TASK ITEM: Would you filter the listing below so that only lines with the word "down" remain?
+ + +
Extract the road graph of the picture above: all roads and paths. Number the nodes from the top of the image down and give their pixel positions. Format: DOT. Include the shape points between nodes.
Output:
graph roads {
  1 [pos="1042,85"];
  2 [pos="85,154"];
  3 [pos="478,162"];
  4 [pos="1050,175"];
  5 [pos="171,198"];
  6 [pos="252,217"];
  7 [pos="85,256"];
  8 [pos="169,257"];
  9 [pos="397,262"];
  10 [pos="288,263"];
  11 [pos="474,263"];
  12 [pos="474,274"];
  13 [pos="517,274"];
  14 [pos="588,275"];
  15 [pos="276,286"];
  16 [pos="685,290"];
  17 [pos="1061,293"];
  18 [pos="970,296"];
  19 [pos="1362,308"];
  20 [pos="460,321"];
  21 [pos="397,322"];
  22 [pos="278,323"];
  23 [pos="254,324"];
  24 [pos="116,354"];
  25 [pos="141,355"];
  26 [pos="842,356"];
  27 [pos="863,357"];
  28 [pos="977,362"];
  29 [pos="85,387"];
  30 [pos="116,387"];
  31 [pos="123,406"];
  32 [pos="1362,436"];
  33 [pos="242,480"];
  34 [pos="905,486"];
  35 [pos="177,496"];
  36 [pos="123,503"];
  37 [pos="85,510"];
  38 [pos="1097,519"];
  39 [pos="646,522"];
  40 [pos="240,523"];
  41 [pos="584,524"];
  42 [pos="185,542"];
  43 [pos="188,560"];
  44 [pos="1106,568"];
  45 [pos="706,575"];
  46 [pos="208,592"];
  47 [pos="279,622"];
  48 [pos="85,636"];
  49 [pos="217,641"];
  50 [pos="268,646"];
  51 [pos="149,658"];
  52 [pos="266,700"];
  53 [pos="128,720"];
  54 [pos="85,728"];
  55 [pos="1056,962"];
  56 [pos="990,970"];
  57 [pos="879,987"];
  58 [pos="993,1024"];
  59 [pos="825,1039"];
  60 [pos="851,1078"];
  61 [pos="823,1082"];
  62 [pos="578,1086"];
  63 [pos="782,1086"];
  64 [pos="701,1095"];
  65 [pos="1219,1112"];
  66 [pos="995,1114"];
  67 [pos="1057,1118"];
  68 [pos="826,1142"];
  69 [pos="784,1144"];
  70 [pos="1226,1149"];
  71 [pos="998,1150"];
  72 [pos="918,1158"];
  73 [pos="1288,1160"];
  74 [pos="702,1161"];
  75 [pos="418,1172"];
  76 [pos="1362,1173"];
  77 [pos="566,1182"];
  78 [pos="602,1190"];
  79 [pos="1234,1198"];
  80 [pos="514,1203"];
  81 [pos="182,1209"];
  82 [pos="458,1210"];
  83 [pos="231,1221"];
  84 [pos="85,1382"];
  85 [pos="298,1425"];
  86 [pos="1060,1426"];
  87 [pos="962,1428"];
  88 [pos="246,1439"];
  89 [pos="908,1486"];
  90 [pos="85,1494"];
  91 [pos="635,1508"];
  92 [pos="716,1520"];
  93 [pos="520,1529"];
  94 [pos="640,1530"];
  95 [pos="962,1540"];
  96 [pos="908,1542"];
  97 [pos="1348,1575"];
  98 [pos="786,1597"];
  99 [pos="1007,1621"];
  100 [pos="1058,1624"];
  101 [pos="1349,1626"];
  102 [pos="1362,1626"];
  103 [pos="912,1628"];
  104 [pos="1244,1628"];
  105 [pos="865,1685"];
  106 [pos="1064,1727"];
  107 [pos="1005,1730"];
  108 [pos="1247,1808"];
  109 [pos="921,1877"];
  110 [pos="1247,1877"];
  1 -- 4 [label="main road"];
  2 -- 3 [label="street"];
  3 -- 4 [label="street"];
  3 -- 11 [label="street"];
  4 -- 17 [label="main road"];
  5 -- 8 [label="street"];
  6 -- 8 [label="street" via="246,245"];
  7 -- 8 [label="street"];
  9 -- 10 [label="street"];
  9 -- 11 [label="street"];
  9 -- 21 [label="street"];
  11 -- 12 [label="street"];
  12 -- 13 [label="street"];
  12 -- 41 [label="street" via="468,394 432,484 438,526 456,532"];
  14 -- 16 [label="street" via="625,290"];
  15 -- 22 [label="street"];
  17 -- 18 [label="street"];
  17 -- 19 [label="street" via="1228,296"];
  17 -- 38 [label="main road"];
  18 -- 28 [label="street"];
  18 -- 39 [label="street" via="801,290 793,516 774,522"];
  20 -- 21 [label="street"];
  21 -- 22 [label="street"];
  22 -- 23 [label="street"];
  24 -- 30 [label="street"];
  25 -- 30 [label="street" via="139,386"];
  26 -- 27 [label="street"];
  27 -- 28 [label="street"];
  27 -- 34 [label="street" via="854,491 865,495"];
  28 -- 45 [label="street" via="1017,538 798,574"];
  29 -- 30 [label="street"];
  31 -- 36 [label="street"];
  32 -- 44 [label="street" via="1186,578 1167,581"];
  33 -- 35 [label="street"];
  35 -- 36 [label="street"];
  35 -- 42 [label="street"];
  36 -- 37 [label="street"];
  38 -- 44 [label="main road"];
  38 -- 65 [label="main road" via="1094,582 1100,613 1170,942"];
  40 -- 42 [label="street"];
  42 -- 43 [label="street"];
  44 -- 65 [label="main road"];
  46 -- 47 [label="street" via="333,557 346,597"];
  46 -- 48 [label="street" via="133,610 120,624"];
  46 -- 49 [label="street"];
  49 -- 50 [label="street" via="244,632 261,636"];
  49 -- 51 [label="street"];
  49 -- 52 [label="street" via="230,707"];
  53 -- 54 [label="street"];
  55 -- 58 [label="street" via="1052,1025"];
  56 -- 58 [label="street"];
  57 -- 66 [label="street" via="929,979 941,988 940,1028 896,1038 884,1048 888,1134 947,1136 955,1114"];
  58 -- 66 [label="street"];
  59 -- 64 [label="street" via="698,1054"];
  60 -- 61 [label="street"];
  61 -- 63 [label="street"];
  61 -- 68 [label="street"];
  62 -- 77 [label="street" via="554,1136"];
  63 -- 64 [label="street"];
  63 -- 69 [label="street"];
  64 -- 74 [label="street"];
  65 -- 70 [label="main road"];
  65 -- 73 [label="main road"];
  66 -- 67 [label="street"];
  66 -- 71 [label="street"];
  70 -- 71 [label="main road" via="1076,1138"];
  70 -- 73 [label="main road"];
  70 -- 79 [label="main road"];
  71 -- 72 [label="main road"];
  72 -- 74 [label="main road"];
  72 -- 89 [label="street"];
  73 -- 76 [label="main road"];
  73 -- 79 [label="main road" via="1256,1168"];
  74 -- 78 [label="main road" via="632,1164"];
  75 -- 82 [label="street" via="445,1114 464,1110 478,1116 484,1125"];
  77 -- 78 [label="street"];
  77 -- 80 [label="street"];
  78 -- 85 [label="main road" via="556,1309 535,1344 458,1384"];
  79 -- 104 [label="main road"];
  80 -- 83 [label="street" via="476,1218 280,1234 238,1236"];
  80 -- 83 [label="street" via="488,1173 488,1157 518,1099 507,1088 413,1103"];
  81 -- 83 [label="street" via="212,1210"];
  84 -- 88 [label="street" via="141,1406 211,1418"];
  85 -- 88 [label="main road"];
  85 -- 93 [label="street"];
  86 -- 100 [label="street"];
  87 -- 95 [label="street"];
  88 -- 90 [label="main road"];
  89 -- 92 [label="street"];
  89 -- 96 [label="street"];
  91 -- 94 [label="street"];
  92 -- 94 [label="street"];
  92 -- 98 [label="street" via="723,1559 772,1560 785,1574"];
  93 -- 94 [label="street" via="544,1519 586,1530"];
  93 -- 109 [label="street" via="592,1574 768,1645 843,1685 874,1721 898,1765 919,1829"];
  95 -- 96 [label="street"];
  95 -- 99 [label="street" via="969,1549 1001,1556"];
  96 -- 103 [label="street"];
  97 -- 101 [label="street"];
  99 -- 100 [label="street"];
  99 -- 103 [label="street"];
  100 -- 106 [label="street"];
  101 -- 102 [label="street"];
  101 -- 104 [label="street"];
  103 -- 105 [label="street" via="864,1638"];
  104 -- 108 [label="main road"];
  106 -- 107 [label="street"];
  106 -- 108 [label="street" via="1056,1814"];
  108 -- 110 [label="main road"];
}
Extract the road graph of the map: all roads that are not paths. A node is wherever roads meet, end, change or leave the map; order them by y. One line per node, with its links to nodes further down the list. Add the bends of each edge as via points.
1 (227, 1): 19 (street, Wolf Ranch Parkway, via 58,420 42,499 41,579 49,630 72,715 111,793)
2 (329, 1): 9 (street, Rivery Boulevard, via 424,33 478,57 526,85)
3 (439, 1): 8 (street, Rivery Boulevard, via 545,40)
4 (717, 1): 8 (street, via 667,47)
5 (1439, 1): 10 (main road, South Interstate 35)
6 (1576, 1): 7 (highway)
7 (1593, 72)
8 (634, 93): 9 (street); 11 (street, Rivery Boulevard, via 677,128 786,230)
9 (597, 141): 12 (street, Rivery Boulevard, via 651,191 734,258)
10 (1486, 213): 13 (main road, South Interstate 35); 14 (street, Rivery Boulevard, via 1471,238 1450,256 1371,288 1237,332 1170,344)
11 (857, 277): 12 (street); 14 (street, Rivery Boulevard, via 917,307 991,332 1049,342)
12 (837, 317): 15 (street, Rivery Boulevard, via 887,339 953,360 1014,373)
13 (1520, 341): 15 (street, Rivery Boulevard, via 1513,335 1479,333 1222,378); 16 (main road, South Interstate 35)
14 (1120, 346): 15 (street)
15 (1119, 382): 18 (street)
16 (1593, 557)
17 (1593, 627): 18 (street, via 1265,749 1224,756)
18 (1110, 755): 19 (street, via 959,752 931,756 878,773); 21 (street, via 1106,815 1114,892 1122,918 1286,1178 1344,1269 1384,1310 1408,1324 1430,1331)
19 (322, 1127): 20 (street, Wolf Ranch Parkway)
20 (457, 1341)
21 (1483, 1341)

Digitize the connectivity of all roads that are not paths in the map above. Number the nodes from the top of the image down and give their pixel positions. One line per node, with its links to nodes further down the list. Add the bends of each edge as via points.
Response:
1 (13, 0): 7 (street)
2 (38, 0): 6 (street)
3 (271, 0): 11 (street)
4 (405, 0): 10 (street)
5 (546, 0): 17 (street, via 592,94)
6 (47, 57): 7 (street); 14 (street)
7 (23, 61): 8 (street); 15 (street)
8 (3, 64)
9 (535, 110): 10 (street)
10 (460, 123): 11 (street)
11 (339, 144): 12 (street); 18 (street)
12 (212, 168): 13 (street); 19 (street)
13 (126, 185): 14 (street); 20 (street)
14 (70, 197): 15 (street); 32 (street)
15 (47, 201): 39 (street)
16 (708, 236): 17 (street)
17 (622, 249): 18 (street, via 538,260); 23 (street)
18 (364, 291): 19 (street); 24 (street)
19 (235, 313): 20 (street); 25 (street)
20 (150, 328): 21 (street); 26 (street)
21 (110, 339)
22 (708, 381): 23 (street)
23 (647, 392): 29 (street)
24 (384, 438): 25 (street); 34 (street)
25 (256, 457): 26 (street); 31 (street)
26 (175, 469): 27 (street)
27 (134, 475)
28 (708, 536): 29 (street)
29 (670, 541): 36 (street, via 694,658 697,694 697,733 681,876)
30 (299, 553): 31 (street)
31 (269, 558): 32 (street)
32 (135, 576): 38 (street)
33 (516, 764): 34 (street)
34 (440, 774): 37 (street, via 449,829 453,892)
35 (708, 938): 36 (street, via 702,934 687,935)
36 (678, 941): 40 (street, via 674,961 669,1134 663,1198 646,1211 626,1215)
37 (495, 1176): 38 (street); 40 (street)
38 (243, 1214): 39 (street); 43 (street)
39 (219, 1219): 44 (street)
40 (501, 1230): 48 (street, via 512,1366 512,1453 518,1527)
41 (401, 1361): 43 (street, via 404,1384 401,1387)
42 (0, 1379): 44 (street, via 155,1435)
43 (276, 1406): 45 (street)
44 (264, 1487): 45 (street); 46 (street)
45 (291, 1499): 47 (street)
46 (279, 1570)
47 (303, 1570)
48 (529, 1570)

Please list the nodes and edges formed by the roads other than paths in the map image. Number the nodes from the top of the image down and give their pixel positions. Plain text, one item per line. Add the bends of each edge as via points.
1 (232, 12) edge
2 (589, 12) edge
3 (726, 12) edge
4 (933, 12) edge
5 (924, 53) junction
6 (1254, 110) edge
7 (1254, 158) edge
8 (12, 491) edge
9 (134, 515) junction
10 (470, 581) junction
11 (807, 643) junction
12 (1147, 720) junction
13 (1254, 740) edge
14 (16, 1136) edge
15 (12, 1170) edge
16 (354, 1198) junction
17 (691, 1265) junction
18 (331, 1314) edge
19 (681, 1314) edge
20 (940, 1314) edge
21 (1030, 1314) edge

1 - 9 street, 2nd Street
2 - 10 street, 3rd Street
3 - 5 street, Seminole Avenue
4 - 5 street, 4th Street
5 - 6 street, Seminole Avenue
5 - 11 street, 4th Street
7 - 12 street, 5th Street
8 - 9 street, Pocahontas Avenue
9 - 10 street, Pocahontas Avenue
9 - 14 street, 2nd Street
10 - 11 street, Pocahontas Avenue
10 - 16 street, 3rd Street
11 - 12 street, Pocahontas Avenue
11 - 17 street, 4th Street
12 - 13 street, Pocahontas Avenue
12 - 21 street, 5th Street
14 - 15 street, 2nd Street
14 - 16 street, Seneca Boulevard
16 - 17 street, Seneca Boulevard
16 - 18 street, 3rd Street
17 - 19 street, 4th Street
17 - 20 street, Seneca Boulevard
+ + +
ANSWER TO THIS EXERCISE:
Extract the road graph of the picture above: all roads and paths. Number the nodes from the top of the image down and give their pixel positions. Format: DOT. Include the shape points between nodes.
Extract the road graph of the map: all roads that are not paths. A node is wherever roads meet, end, change or leave the map; order them by y. One line per node, with its links to nodes further down the list. Add the bends of each edge as via points.
Digitize the connectivity of all roads that are not paths in the map above. Number the nodes from the top of the image down and give their pixel positions. One line per node, with its links to nodes further down the list. Add the bends of each edge as via points.
Please list the nodes and edges formed by the roads other than paths in the map image. Number the nodes from the top of the image down and give their pixel positions. Plain text, one item per line. Add the bends of each edge as via points.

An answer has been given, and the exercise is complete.